Your objective >> Your output should contain every record, unchanged.

Stored items:

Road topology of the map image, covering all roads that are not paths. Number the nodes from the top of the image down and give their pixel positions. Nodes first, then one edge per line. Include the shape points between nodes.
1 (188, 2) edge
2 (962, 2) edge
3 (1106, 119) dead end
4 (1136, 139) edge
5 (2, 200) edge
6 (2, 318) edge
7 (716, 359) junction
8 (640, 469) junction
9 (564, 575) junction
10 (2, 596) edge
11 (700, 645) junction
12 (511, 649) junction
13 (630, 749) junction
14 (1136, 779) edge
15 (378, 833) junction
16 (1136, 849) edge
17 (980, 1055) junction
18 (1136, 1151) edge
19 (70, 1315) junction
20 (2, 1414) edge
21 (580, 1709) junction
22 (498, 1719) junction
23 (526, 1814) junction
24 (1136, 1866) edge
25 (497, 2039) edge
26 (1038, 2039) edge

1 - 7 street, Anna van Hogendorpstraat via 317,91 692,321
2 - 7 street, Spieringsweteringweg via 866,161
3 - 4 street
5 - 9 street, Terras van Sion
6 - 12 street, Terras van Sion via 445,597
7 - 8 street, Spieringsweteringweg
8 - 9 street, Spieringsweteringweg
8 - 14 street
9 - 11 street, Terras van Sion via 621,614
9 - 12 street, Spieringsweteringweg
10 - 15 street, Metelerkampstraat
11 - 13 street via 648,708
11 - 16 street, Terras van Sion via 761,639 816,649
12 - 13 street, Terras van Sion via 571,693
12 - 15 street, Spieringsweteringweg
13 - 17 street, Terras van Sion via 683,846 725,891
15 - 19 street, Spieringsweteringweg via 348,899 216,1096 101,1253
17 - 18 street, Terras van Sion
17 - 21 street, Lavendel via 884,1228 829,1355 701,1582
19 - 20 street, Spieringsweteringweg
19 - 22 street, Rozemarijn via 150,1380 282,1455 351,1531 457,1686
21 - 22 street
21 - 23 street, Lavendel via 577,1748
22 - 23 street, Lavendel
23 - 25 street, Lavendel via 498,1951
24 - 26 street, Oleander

Task response >>
Road topology of the map image, covering all roads that are not paths. Number the nodes from the top of the image down and give their pixel positions. Nodes first, then one edge per line. Include the shape points between nodes.
1 (188, 2) edge
2 (962, 2) edge
3 (1106, 119) dead end
4 (1136, 139) edge
5 (2, 200) edge
6 (2, 318) edge
7 (716, 359) junction
8 (640, 469) junction
9 (564, 575) junction
10 (2, 596) edge
11 (700, 645) junction
12 (511, 649) junction
13 (630, 749) junction
14 (1136, 779) edge
15 (378, 833) junction
16 (1136, 849) edge
17 (980, 1055) junction
18 (1136, 1151) edge
19 (70, 1315) junction
20 (2, 1414) edge
21 (580, 1709) junction
22 (498, 1719) junction
23 (526, 1814) junction
24 (1136, 1866) edge
25 (497, 2039) edge
26 (1038, 2039) edge

1 - 7 street, Anna van Hogendorpstraat via 317,91 692,321
2 - 7 street, Spieringsweteringweg via 866,161
3 - 4 street
5 - 9 street, Terras van Sion
6 - 12 street, Terras van Sion via 445,597
7 - 8 street, Spieringsweteringweg
8 - 9 street, Spieringsweteringweg
8 - 14 street
9 - 11 street, Terras van Sion via 621,614
9 - 12 street, Spieringsweteringweg
10 - 15 street, Metelerkampstraat
11 - 13 street via 648,708
11 - 16 street, Terras van Sion via 761,639 816,649
12 - 13 street, Terras van Sion via 571,693
12 - 15 street, Spieringsweteringweg
13 - 17 street, Terras van Sion via 683,846 725,891
15 - 19 street, Spieringsweteringweg via 348,899 216,1096 101,1253
17 - 18 street, Terras van Sion
17 - 21 street, Lavendel via 884,1228 829,1355 701,1582
19 - 20 street, Spieringsweteringweg
19 - 22 street, Rozemarijn via 150,1380 282,1455 351,1531 457,1686
21 - 22 street
21 - 23 street, Lavendel via 577,1748
22 - 23 street, Lavendel
23 - 25 street, Lavendel via 498,1951
24 - 26 street, Oleander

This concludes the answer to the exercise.